Nicole Land thinking with Maria Wysocki, Selena Ha, Andrea Thomas, and Alicja Frankowski
While we were sitting on the logs around the sand last week, Andrea asked: what borders do we need to care well together? I think this question is important, because in living well together with the sand, I don’t think that anyone is suggesting relations of anarchy or disorder where we refuse all borders, or a romanticized anti-border world where we suggest that we are post-border or that we have created a space so harmonious there is no need for borders. I think, instead, Andrea’s question reminds me that we need borders; borders are part of world making – borders are a way of navigating, of standing for something, of making choices about care and attention and learning and life. I’ve been thinking about this question alongside a proposition from one of my favourite authors, Alexis Shotwell: “what it means to notice the world as a practice of responsibility” (p. 79). What would it mean to notice borders as a practice of responsibility, where borders are a way of being implicated in worlds and relationships?

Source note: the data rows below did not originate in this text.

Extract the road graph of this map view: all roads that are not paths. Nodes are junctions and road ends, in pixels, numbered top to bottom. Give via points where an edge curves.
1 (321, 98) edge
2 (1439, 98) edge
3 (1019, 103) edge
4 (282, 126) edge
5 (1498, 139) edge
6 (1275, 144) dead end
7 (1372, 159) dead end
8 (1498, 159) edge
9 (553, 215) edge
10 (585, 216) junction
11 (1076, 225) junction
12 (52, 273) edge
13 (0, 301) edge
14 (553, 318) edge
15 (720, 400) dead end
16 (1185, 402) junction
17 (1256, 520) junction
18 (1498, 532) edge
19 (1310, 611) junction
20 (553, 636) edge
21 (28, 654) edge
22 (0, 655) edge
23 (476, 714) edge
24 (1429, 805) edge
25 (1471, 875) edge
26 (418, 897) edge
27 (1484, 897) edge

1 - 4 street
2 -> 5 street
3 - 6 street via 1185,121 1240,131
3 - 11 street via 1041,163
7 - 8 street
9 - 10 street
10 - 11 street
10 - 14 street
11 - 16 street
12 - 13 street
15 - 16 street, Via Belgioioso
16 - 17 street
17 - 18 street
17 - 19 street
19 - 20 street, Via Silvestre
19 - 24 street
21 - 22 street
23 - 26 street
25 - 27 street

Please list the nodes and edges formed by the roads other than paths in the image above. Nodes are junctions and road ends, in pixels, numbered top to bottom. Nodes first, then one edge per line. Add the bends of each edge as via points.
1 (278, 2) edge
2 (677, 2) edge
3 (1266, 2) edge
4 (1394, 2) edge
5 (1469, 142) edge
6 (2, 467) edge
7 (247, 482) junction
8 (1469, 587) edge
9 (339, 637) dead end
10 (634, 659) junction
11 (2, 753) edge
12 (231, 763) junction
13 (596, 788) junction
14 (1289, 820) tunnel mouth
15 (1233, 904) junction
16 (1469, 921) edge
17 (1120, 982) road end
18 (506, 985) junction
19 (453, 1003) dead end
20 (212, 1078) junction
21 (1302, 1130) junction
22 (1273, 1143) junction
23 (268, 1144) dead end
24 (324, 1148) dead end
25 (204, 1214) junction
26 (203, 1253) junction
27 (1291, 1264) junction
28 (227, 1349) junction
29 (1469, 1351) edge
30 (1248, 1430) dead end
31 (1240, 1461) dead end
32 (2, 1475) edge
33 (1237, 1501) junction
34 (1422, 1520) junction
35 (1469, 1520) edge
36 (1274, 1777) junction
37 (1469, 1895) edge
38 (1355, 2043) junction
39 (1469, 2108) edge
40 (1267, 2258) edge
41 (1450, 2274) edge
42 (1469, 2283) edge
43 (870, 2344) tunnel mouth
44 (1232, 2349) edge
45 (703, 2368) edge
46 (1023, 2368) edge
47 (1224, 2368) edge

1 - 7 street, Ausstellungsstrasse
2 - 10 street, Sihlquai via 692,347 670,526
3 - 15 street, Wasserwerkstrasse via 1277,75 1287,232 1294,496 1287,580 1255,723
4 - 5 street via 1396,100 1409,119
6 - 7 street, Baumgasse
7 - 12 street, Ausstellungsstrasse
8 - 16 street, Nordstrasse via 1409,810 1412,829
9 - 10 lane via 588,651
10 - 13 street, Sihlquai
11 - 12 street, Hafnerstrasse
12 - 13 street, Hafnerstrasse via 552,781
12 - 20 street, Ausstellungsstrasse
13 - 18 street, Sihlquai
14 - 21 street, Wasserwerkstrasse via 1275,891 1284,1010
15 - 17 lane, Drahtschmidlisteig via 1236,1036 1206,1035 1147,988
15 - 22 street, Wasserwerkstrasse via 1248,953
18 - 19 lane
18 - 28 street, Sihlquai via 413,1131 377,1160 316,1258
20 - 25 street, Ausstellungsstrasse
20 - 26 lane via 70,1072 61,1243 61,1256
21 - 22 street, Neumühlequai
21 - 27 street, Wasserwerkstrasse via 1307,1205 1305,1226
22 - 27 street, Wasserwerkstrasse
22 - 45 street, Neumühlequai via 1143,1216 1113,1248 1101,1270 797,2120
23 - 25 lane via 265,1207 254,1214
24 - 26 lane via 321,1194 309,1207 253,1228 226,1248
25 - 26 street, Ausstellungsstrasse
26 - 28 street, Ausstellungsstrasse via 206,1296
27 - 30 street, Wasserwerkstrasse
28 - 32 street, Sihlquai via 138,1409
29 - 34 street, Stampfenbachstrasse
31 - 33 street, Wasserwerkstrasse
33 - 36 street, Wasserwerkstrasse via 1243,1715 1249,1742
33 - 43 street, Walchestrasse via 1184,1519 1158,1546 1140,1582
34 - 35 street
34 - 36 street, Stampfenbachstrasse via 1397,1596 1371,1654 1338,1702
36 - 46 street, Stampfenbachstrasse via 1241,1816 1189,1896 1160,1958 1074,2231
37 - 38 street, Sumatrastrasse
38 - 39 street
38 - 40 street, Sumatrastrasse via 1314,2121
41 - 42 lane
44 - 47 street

I’ve been thinking also about our inherited relations with borders that make us think about borders as a way of staking ownership: borders make in/out, mine/yours, they include/exclude. I want to wonder together what it would be to respond to moments of borders with the children outside this logic. When borders start to be about in/out, mine/yours, how do we respond in a way that steps completely outside this logic? What if, rather than negotiating these disputes within the same ways of being that enable them (let’s take turns, move away, make room), we generate responses that just totally disrupt the idea that borders are governed by laws of in/out or mine/yours or ownership? For example, I am thinking of a moment last week when M took my hand saying “in, in”, to get me to step over the logs and into the sand pit. I sat down and a few other children came over to chat, and the area we were in got very full. We jostled shoulders a bit and one of the children pushed at another child to make room. One of the logs kept rolling away as we squeezed in, making the space bigger. One of the children kept pulling the log back, making the space smaller. I moved my body out of the space, making more room, which smoothed over the disputes the children were having to have their bodies in the same space. I’ve been thinking a lot about my response – I decided to move my body out, maintaining the borders of that space. This feels, to me, like the in/out border logic: borders are the edges of a space and edges are exclusionary, they mark a space separate from another space. What if instead I’d paid attention to the log with the children: look at how the log won’t stay still. Let’s notice how the slight slope of the sand and the uneven shape of the log keeps pulling the log away from us – why? How can we move differently once the log has moved away? Let’s wonder together why we are all crowded here together? What happens when we move the log back into an edge? Or don’t? How do we move differently? How does having that log close or far change how we move together here? These are all questions I could very much have brought into the space with the children. I wonder how these might have complexified our relations with borders – or not?
This moment and these questions remind me of another provocation from Alexis Shotwell: “contaminated diversity requires us to attend to stories that are not easy tools for knowing the world” (p. 81). How can we make borders these ‘not easy tools’ for knowing the world? How can we make different, unfamiliar, not easy relations with borders? How can we move differently, beyond in/out, mine/yours ownership relations with borders? What stories of borders might we notice to complexify our taken-for-granted stories of borders?
Shotwell, A. (2016). Against purity: Living ethically in compromised times. U of Minnesota Press.